ALPRIFT as a standard framework quantifies aquifers’ vulnerability to land subsidence (LS), but it suffers subjectivity associated with the incorporated data layers. The paper formulated a methodology based on inclusive multiple modeling (IMM) at two levels to decrease the subjectivity and increase the modeling performance. IMM also map the hazard, vulnerability, and risk indices to LS, in which a fuzzy catastrophe scheme as a multi–criteria decision making (MCDM) technique was used at Level 1; and the obtained results were feed as the target dataset to the support vector machine as an artificial intelligence (AI) technique at Level 2. Therefore, the formulated methodology combines two capabilities of MCDM and AI. The formulation was implemented in Tasuj plain, located in northwest Iran, which suffers from over–abstraction.

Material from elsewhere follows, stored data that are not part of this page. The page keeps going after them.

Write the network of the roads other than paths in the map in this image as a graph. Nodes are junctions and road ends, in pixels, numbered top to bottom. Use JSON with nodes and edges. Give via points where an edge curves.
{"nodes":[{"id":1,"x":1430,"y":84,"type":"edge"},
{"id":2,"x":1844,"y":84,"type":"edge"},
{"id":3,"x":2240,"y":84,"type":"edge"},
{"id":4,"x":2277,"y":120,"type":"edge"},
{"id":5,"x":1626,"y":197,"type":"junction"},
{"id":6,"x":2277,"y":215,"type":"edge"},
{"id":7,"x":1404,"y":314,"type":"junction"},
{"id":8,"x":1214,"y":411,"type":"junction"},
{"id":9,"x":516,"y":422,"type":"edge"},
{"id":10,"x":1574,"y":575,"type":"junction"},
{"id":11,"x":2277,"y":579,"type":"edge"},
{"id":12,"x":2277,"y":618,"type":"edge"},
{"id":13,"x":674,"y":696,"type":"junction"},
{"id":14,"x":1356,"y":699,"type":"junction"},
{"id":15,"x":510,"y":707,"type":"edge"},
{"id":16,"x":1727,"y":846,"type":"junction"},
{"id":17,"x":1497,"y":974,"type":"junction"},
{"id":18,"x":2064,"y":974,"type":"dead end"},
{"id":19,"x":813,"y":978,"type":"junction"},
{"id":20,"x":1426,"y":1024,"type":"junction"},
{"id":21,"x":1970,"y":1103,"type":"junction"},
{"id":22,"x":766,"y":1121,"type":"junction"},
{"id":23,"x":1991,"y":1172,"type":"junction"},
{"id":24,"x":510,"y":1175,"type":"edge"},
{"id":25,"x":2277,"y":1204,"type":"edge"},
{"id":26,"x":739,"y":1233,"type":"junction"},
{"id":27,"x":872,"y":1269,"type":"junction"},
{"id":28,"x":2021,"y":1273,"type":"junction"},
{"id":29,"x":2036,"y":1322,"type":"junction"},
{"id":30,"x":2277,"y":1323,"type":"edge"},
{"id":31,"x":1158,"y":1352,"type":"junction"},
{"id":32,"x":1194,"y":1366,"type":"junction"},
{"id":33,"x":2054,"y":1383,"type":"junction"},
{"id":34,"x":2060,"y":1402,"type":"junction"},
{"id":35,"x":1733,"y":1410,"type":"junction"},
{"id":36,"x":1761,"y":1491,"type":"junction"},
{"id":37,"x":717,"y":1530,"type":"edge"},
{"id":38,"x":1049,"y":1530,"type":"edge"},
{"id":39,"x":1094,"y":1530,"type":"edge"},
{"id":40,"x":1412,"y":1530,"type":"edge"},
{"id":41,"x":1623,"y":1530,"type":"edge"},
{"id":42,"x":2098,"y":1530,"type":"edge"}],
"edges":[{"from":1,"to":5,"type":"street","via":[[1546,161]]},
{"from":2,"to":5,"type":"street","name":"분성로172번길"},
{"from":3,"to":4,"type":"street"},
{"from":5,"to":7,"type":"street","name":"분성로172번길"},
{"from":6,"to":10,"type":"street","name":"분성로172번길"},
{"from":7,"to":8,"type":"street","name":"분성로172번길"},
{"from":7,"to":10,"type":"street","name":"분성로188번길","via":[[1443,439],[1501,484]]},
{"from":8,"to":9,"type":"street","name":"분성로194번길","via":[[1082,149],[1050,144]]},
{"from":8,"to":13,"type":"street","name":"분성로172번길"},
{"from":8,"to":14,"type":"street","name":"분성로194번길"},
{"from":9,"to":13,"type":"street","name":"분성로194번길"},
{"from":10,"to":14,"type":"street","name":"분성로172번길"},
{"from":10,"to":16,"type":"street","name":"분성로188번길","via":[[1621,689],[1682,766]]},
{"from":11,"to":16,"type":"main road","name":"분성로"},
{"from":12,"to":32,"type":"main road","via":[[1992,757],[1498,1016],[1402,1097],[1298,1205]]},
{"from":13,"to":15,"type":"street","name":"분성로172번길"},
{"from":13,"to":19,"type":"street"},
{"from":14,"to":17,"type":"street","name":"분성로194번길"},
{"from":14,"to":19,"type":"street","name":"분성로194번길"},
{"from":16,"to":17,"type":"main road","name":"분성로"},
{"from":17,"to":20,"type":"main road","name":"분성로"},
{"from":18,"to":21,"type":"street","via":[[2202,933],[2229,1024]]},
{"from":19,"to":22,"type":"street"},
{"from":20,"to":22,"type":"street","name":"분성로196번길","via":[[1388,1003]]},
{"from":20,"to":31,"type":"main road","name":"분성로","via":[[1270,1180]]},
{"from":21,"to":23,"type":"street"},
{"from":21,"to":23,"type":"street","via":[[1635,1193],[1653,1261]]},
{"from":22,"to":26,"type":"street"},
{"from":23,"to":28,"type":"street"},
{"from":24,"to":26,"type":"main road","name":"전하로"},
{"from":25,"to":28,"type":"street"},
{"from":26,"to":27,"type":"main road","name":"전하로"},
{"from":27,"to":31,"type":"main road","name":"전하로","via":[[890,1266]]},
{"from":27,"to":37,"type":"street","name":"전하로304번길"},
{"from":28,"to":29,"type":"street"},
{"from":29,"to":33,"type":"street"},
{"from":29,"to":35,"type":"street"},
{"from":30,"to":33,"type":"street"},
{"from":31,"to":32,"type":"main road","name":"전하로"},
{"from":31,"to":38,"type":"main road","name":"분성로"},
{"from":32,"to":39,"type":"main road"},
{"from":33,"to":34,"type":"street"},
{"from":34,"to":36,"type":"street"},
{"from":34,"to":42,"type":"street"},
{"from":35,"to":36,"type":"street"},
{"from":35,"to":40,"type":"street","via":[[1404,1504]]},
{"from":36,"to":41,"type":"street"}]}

Results at both levels identify significant signals as per the receiver operating characteristic and the area under curve (AUC) performance metrics for the hazard, vulnerability, and risk indices. Additionally, further improvements were achieved from Levels 1 to 2 for the vulnerability and risk indices, which is expected due to the capability of IMM. However, there is room for further improvements in the performance of results by future studies. The higher AUC values for the vulnerability index on recorded LS compared to the hazard index indicated that the LS occurrence in the study area is more affected by the intrinsic vulnerability of the system, but anthropogenic activities play an actuation role in the risk realization.